Mais ce simple exercice m’a conscientisé, parce que j’ai toujours adoré les animaux. Quand j’en vois un (peu importe lequel, je ne fais aucune discrimination), mon cerveau devient ouateux. Je prends une voix infantile et je fais tout en mon pouvoir pour le flatter. Je n’ai donc pas envie que mon fond de teint ait été testé sur la peau frêle d’un lapin qui a préalablement été rasé de force. Je ne veux pas non plus m’imaginer l’oie qui a été déplumée pour garnir le capuchon de mon manteau d’hiver.

J’ai trouvé qu’il y avait une contradiction à vouloir se mettre la face tendrement sur le pelage d’un chiot après m’être lavé les cheveux avec un shampoing testé sur le frère dudit chiot...

En 21 jours, je n’ai malheureusement pas pu me convertir de la tête au pied au véganisme. Je n’ai pas les moyens de remplacer mon gaminet de laine préféré, mon manteau en duvet, ni même de remplacer d’un coup mes produits cosmétiques.

Je me suis en revanche promis d’être toujours consciente des produits que je consomme quotidiennement et je me suis concentrée sur mon alimentation.

Et j’ai fait mes devoirs en bonus. J’ai posé des questions à un ami, qui est végane depuis deux ans. J’ai discuté avec une amie nutritionniste et j’ai lu le livre «Le défi végane 21 jours» d’Élise Desaulniers pour me mettre dans le mood. Je me suis abonnée à plusieurs groupes de recettes sur Facebook. J’ai même téléchargé une application pour m’aider à calculer les nutriments quotidiens pour m'assurer de ne manquer de rien.

J’étais prête.

Au bout d’une semaine, je me suis demandé pourquoi on appelle ça le «défi» végane? Un défi? Vraiment?!

Ah bon.

J’ai découvert plein de nouvelles saveurs. J’ai appris à cuisiner des aliments dont j’ignorais l'existence. J’ai même la certitude de mieux cuisiner en tant que végétalienne. Moi qui n’aimait pas cuisiner tant que ça, eh bien, j’ai maintenant hâte au dimanche pour me préparer mes petits plats de la semaine. Mon Pinterest est rempli d’idées de recettes végés. Peut-être que ce n’est que la motivation du débutant qui m’habite, mais quand même...

Au moment d’écrire ces lignes, le «défi» est terminé. J’ai refait une épicerie... et je n’ai acheté aucun produit animal.

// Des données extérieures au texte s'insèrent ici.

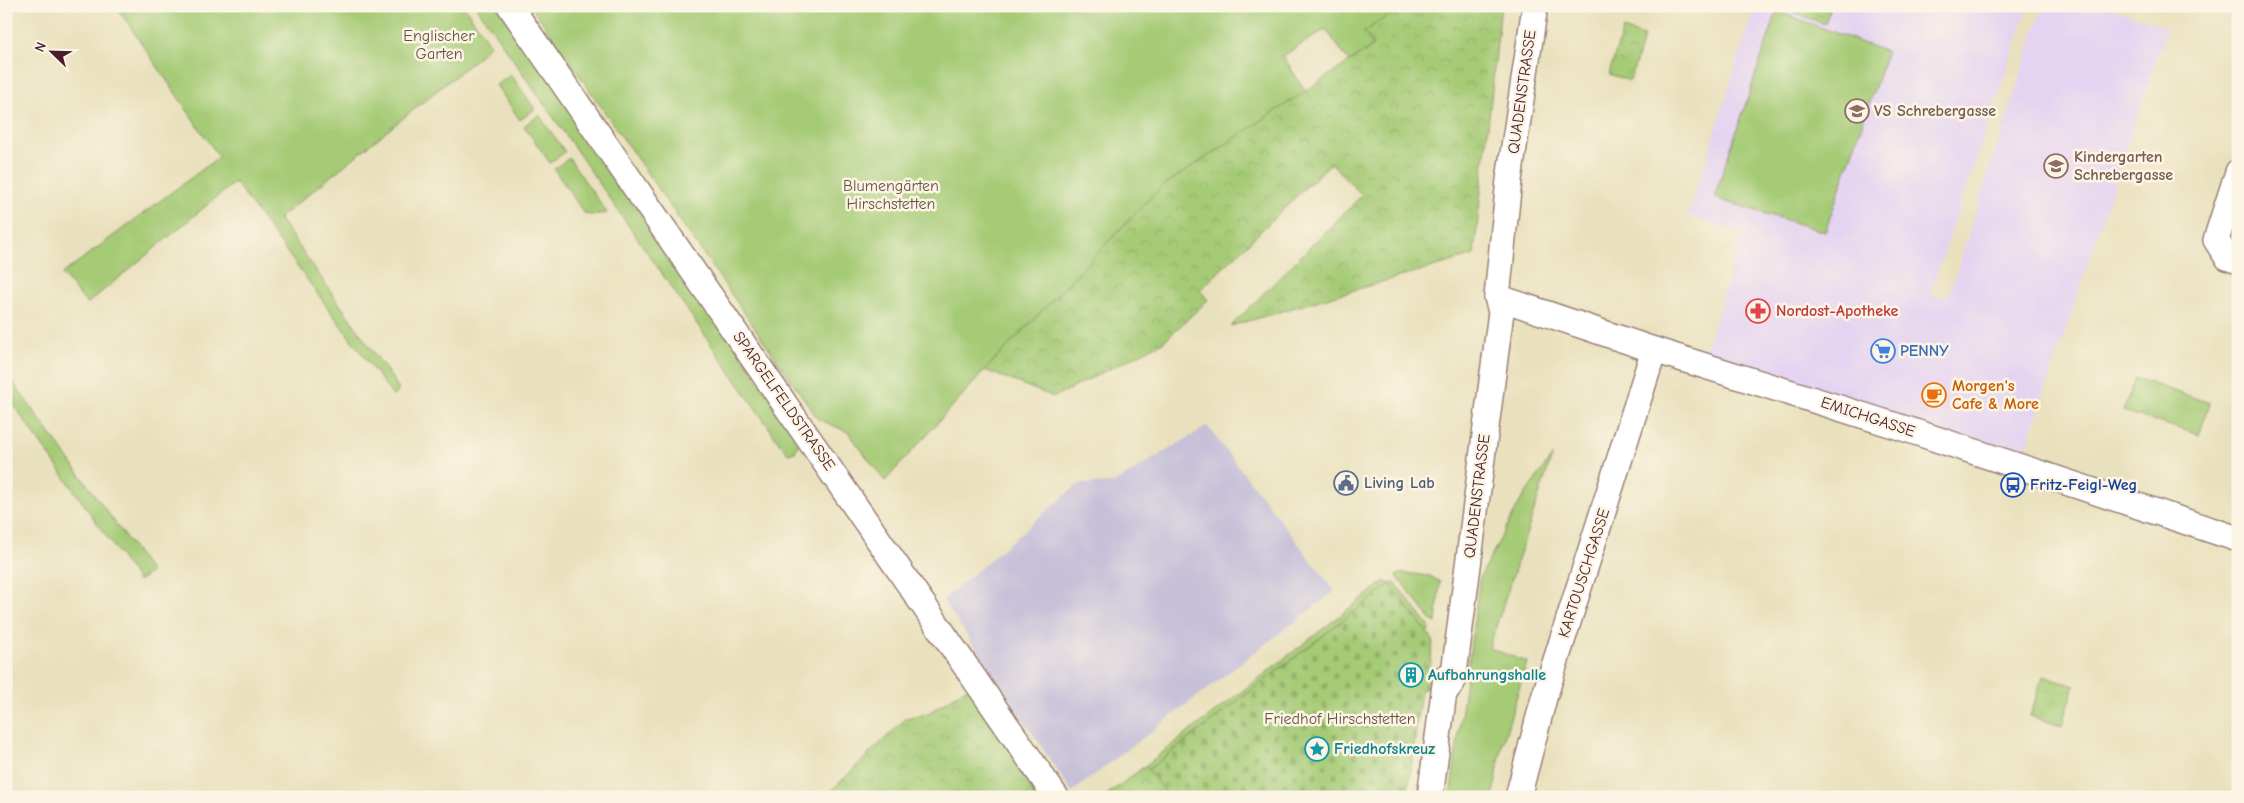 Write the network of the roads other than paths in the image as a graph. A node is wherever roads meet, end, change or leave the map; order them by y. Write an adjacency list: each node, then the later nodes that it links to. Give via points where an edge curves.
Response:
1 (510, 6): 8 (street, SPARGELFELDSTRASSE)
2 (1535, 6): 5 (street, QUADENSTRASSE, via 1509,180)
3 (2238, 172): 4 (street, via 2216,240 2227,257)
4 (2238, 261)
5 (1497, 297): 6 (street, EMICHGASSE); 9 (street, QUADENSTRASSE, via 1489,313)
6 (1654, 350): 7 (street, EMICHGASSE); 10 (street, KARTOUSCHGASSE, via 1544,698)
7 (2238, 539)
8 (1056, 797)
9 (1430, 797)
10 (1518, 797)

En fait, je ne comprends pas pourquoi j’achèterais de la viande, des oeufs, du lait ou du fromage alors que je peux très bien m’alimenter autrement.

Ce défi-là vient de remettre en question mes pratiques alimentaires. C’est peut-être ça le défi dans l’fond?

Et je vais faire quoi quand je serai reçue chez des amis? Quand je vais aller au resto? Et quand ma mère me cuisinera son délicieux «manger» réconfortant?

Honnêtement, je ne suis pas encore certaine d'avoir réponse à tous ces questionnements. Peut-être que je suis plus une flexitarienne à tendance végé. Peut-être que je trainerai un bloc de tofu en permanence dans mon sac à main, au cas où...

Je ne sais pas.

Mais une chose est certaine, à la maison, je n’ai plus envie de consommer de produits d’origine animale.

Mon mois sobre se termine à l’instant. Ce soir, ma délicieuse soupe ramen au miso sera accompagnée d’un vin végétalien. Parce que oui, un vin peut ne pas être végétalien. J’ai envie d’une petite récompense, d’un buzz quelconque. Je ne peux pas être parfaite. Quoique... le mois prochain, je songe à me mettre au crossfit...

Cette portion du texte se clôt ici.